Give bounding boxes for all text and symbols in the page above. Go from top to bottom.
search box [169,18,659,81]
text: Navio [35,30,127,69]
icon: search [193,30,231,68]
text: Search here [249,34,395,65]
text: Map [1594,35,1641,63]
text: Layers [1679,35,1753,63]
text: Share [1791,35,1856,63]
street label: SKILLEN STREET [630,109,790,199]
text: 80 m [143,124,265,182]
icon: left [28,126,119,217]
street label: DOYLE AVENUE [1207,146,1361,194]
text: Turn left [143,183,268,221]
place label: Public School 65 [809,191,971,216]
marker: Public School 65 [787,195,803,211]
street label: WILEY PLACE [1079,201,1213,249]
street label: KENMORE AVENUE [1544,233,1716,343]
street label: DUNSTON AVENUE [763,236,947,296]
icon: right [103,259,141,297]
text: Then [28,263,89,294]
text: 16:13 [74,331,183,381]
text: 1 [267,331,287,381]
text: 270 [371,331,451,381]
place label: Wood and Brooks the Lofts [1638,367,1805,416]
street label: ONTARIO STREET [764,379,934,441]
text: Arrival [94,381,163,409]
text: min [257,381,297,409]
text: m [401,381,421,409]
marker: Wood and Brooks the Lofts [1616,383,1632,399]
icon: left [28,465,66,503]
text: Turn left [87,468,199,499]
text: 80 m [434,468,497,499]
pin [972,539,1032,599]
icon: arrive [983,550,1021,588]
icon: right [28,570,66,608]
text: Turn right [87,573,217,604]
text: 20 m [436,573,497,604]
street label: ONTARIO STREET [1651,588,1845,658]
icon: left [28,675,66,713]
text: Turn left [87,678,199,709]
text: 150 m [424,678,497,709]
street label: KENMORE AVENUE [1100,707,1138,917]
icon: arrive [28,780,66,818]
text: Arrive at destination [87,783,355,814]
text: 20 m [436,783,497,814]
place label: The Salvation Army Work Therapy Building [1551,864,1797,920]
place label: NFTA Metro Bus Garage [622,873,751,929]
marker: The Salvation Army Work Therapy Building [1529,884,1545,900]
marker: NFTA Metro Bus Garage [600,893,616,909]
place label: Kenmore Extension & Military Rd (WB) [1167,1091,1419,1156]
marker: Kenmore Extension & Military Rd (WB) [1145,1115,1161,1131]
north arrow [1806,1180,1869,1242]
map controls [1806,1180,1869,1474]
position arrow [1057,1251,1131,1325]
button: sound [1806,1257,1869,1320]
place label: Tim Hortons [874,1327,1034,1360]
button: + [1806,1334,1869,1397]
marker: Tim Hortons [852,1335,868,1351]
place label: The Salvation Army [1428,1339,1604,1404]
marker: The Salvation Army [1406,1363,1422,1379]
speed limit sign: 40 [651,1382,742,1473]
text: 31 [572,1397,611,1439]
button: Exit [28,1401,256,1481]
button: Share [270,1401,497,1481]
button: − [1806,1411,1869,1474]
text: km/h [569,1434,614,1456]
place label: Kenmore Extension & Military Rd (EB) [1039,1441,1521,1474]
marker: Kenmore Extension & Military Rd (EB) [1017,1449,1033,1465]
* * * * * * * * *
## EXERCISE REQUIREMENTS
Throughout the material above, find every line holding "Metro" and copy it.

## REPLY
place label: NFTA Metro Bus Garage [622,873,751,929]
marker: NFTA Metro Bus Garage [600,893,616,909]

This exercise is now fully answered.